Alle vier vorgestellten Studien beleuchten das kognitive Wissen und Vorstellungen von Jugendlichen zwischen 14 und 19 Jahren zum Thema Klimawandel; sie beschreiben ihre Naturverbundenheit und Umwelteinstellungen und deren positive Beeinflussung durch ein speziell abgestimmtes Umweltbildungsprogramm in einem botanischen Garten. Darüber hinaus werden gezielte Implikationen für die Entwicklung und Durchführung ähnlicher Programme vorgeschlagen.
Teilstudie A bezieht sich auf die Veränderung von Schülervorstellungen in Abhängigkeit von der Gestaltung von Unterrichtsmaterialien. Beispielsweise konnte durch ein gezieltes Eingehen auf typische Alltagsvorstellungen eine höhere Rate an Veränderungen hin zu wissenschaftlichen Konzepten erreicht werden.

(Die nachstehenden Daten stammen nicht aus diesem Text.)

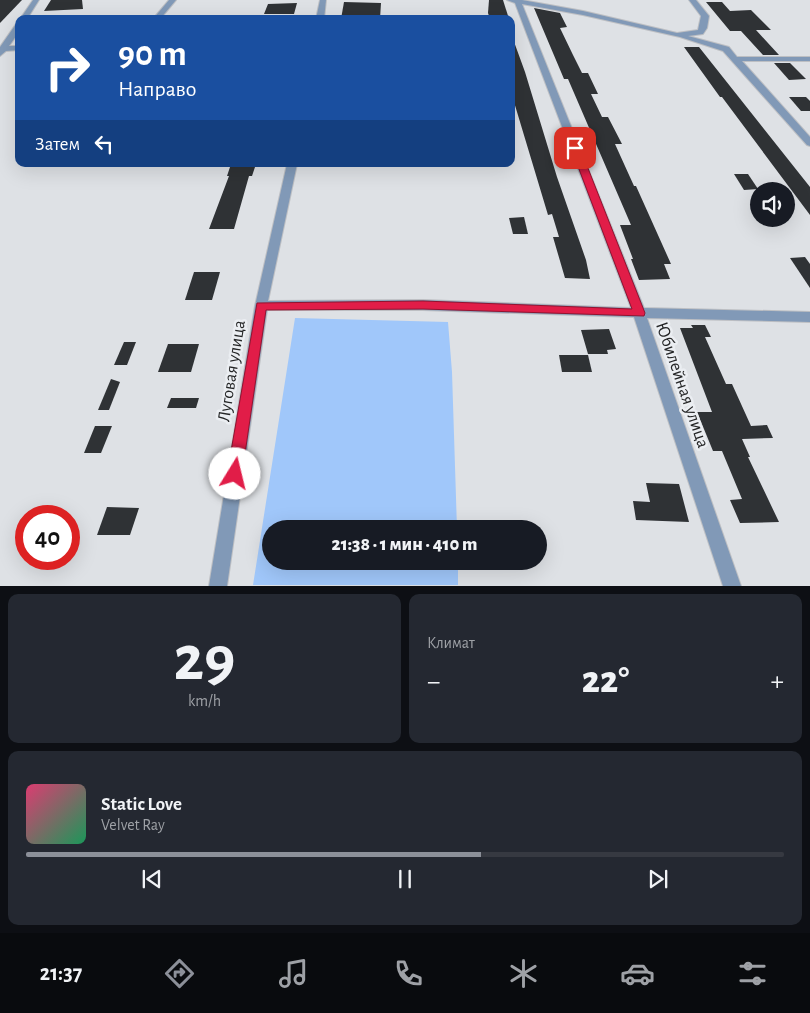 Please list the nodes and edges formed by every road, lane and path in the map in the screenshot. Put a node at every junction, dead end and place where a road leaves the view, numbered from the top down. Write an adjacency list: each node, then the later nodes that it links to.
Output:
1 (36, 0): 6 (street)
2 (173, 0): 7 (street)
3 (323, 0): 8 (street)
4 (692, 0): 10 (street)
5 (514, 1): 10 (street); 18 (street, Юбилейная улица)
6 (26, 15)
7 (160, 15)
8 (321, 15)
9 (15, 31): 12 (street)
10 (677, 35): 13 (street)
11 (15, 48): 12 (street)
12 (1, 50)
13 (736, 59): 14 (street); 15 (street)
14 (810, 59)
15 (810, 143)
16 (291, 167): 17 (street, Луговая улица)
17 (261, 306): 18 (street); 20 (street, Луговая улица)
18 (639, 313): 19 (street); 21 (street, Юбилейная улица)
19 (810, 316)
20 (218, 586)
21 (732, 586)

Teilstudie B beschreibt Alltagskonzepte von Jugendlichen und deren Beeinflussung durch ein Umweltbildungsprogramm hin zu den wissenschaftlich korrekten Konzepten zum Thema Klimawandel. Dabei wird speziell eine Methode zur Erfassung solcher Veränderungen der Schülervorstellungen dargelegt, die auch im Unterrichtsalltag leicht und ohne großen Zeitaufwand einzusetzen ist. Teilstudie C zeigt das kognitive Wissen der teilnehmenden Jugendlichen sowohl direkt nach dem Programm als auch vier bis sechs Wochen später als signifikant höher als vor einer Programmteilnahme. Schließlich weist Teilstudie D direkt nach einer Programmteilnahme erhöhte Umwelteinstellungen und erhöhte Naturverbundenheit nach, die allerdings über den längeren Zeitraum von vier bis sechs Wochen betrachtet nur bezüglich der Ausnutzung der Natur bestehen blieb; der Grad der Naturverbundenheit sowie die positivere Einstellung zum Naturschutz fielen wieder auf das Ausgangniveau zurück, bedürfen demnach einer wiederholten Intervention.
In der Zusammenfassung bleibt also festzuhalten, dass kurzfristige Umweltbildungsprogramme zum Thema Klimawandel durchaus effektiv und langfristig das kognitive Wissen der Schülerinnen und Schüler erhöhen können; dies gilt ebenso für die Einstellung bezüglich der Ausnutzung der Natur, nicht aber für die Naturverbundenheit oder Umweltschutzeinstellungen. Letztere zeigten nur kurzfristig eine positive Veränderung. Eine längere Programmdauer und wiederholte Naturerlebnisse könnten hier Abhilfe schaffen. Darüber hinaus wird der Vorteil einer unterrichtlichen Einbindung von Alltagsvorstellungen erfolgreich aufgezeigt, konsequenteres Eingehen auf bestehende Vorstellungen im Unterricht wirkt sich direkt auf die Effektivität aus. Künftige vergleichbare Lerneinheiten sollten dies berücksichtigen.